Smart contracts are computer algorithms that automate the fulfilment of agreement terms. They record information about executed contracts in a registry. The algorithms are used in various fields:
- Startup funding;
- logistics;
- commerce;
- business management;
- legal services.
Smart contracts provide automatic implementation of contractual terms and conditions. This ability reduces the number of intermediaries, which reduces costs (financial time). They help in the work of any modern business, among them gambling club lev and others. Smart contracts are used to exchange property rights or digital assets.
The concept of using the algorithm was proposed in 1994 by Nick Szabo. It began to be used with the development of information technology:
- slot machines, the likes of which can now be seen at lev cazino;
- in machines for selling goods, etc.
- Widespread use started with the ICO on Ethereum.
Smart contracts can be independently formed on blockchain platforms:
- Qtum;
- Waves;
- EOS;
- Bitcoin;
- Ethereum;
- Tron.
The platforms have a different:
- Blockchain consensus;
- programming language;
- cost of smart contracts, etc.
The user is determined with a particular platform depending on their needs.
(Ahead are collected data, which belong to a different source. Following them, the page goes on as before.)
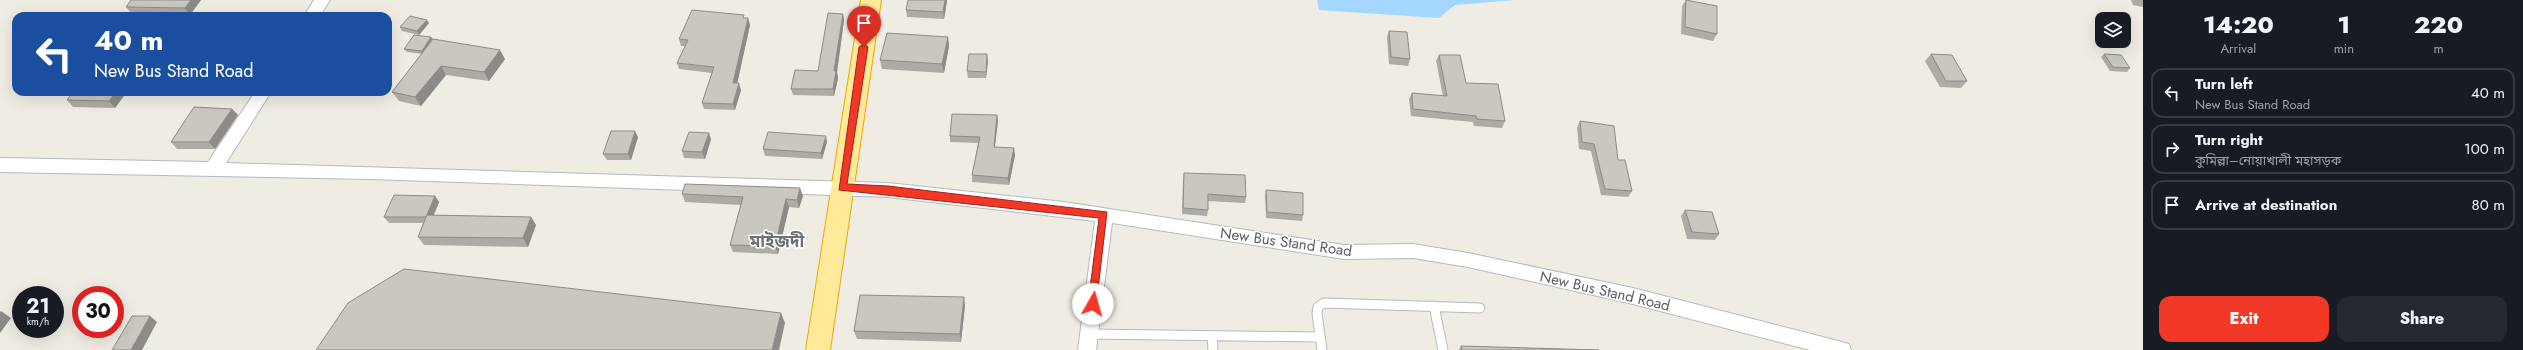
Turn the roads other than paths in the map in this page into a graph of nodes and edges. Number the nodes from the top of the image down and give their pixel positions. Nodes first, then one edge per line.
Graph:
1 (322, 0) edge
2 (871, 0) edge
3 (314, 12) edge
4 (260, 96) edge
5 (0, 164) edge
6 (214, 169) junction
7 (842, 187) junction
8 (1104, 215) junction
9 (1434, 306) junction
10 (1480, 308) dead end
11 (1212, 336) junction
12 (1320, 337) junction
13 (1088, 342) edge
14 (818, 350) edge
15 (1213, 350) edge
16 (1322, 350) edge
17 (1443, 350) edge
18 (1842, 350) edge

1 - 3 street
2 - 7 highway
4 - 6 street
5 - 6 street, New Bus Stand Road
6 - 7 street, New Bus Stand Road
7 - 8 street, New Bus Stand Road
7 - 14 highway
8 - 13 street
8 - 18 street, New Bus Stand Road
9 - 10 lane
9 - 12 lane
9 - 17 lane
11 - 12 lane
11 - 13 lane
11 - 15 lane
12 - 16 lane

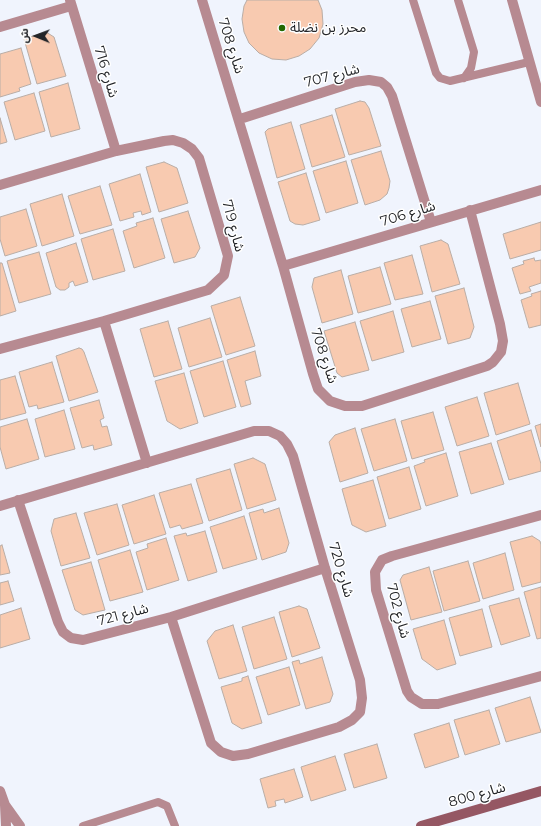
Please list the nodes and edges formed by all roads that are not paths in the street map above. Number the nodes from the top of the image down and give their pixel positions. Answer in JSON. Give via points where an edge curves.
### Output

Today, smart contracts are actively used to optimize processes in finance and business. Large companies (Microsoft, IBM) use smart contracts to improve the principles of work, efficiency and transparency of operations.
Smart contracts in practice
Smart contracts in 2023 have great relevance in the following ways:
- Virtual financial asset trading.
- Credit services;
- Banking services;
- Logistics processes: to implement the process of tracking the path of goods;
- Decentralized storage and renewable energy applications.
Smart contracts are in demand in the financial sphere, namely in industries where money and accompanying official papers have moved to electronic format. A vivid example of this is the British bank Barclays. At the moment, its employees are actively using smart contracts on the blockchain to carry out transactions with letters of credit in the supply of cheese and butter of an international nature. The algorithm turns out to be a participant in the confirmation of the fulfilment of conditions:
- Invoice;
- Letter of Credit;
- Certificate of Insurance;
- certificate of origin of goods;
- bill of lading.
Smart contracts help to tokenize real assets by forming digital copies of them. These virtual assets can then be used in trading and transferring ownership.
Smart contracts guarantee the benefits of:
- Security of the computational execution environment;
- Trust in blockchain nodes;
- Eliminate the need for proof of trust between parties (fulfilment of contract terms is enshrined in code and automated).
Due to decentralized storage in the blockchain, smart contracts provide high security.